Where to locate the proxies?

In short, there are two common patterns here: you can either deploy ProxySQL on a separate nodes or you can deploy them on the application hosts. Let’s take a look at pros and cons of each of these setups.

Proxy layer as a separate set of hosts

The first pattern is to build a proxy layer using separate, dedicated hosts. You can deploy ProxySQL on a couple of hosts, and use Virtual IP and keepalived to maintain high availability. An application will use the VIP to connect to the database, and the VIP will ensure that requests will always be routed to an available ProxySQL. The main issue with this setup is that you use at most one of the ProxySQL instances - all standby nodes are not used for routing the traffic. This may force you to use more powerful hardware than you’d typically use. On the other hand, it is easier to maintain the setup - you will have to apply configuration changes on all of the ProxySQL nodes, but there will be just a handful of them. You can also utilize ClusterControl’s option to sync the nodes. Such setup will have to be duplicated on every datacenter that you use.

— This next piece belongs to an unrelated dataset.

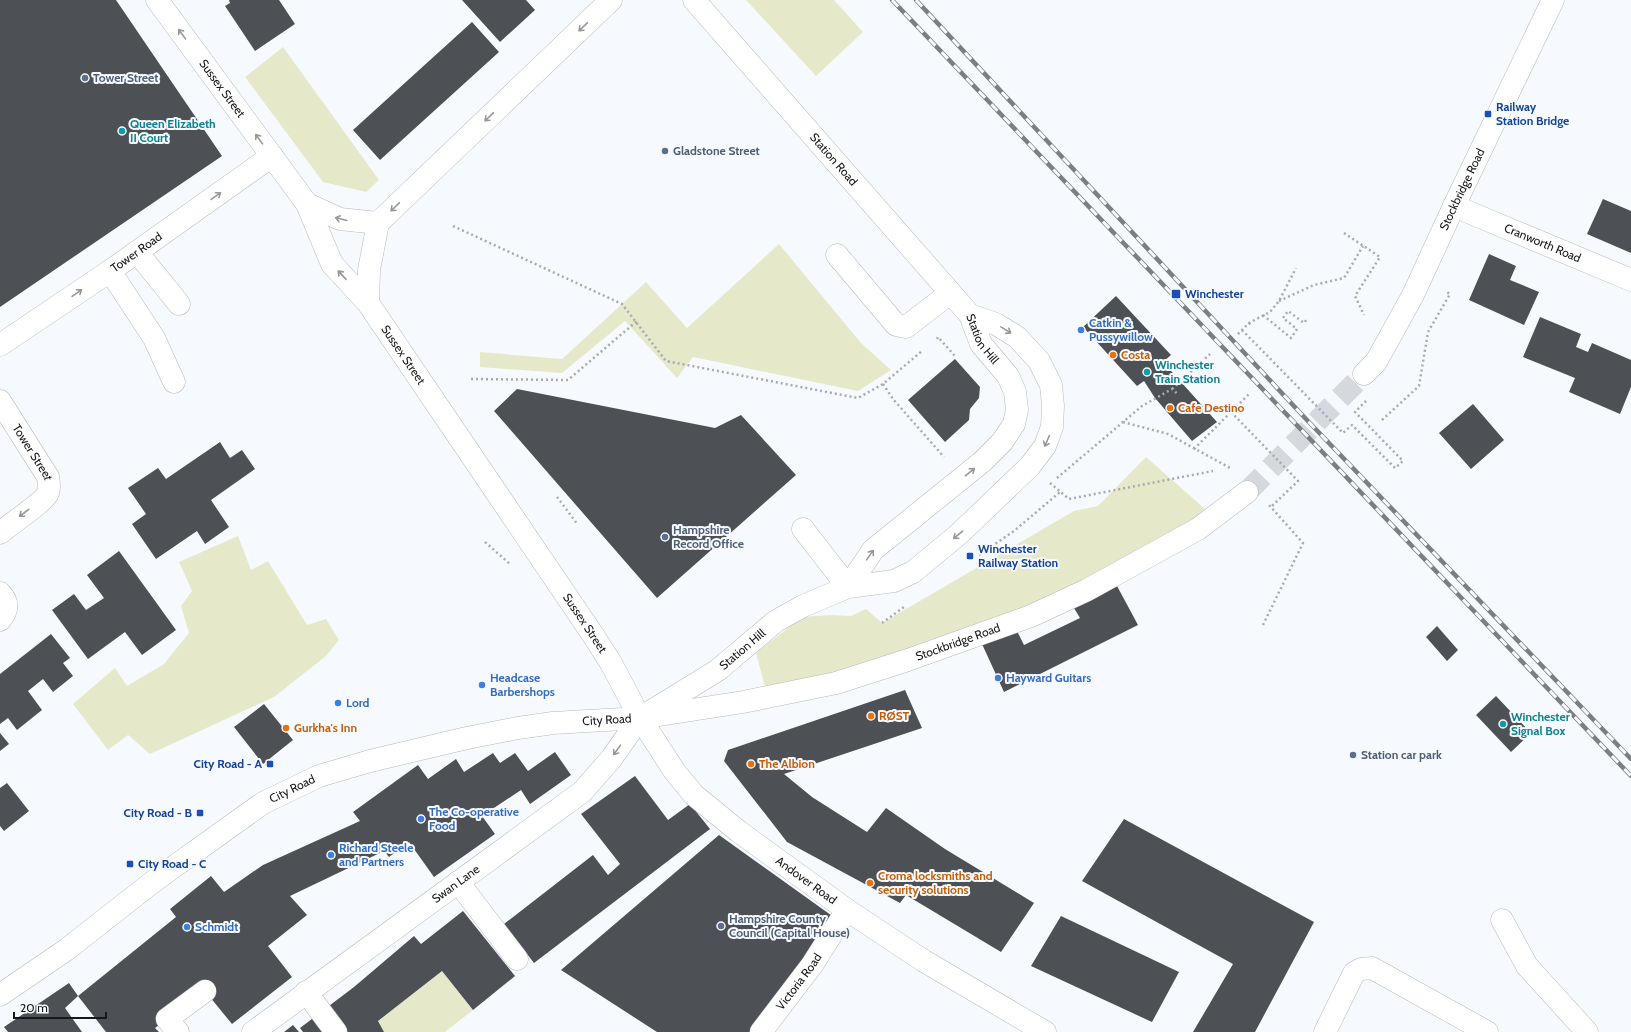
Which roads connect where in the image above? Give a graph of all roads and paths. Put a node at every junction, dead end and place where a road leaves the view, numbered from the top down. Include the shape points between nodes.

Proxy installed on application instances

Instead of having a separate set of hosts, ProxySQL can also be installed on the application hosts. Application will connect directly to the ProxySQL on localhost, it could even use unix socket to minimize the overhead of the TCP connection. The main advantage of such a setup is that you have a large number of ProxySQL instances, and the load is evenly distributed across them. If one goes down, only that application host will be affected. The remaining nodes will continue to work. The most serious issue to face is configuration management. With a large number of ProxySQL nodes, it is crucial to come up with an automated method of keeping their configurations in sync. You could use ClusterControl, or a configuration management tool like Puppet.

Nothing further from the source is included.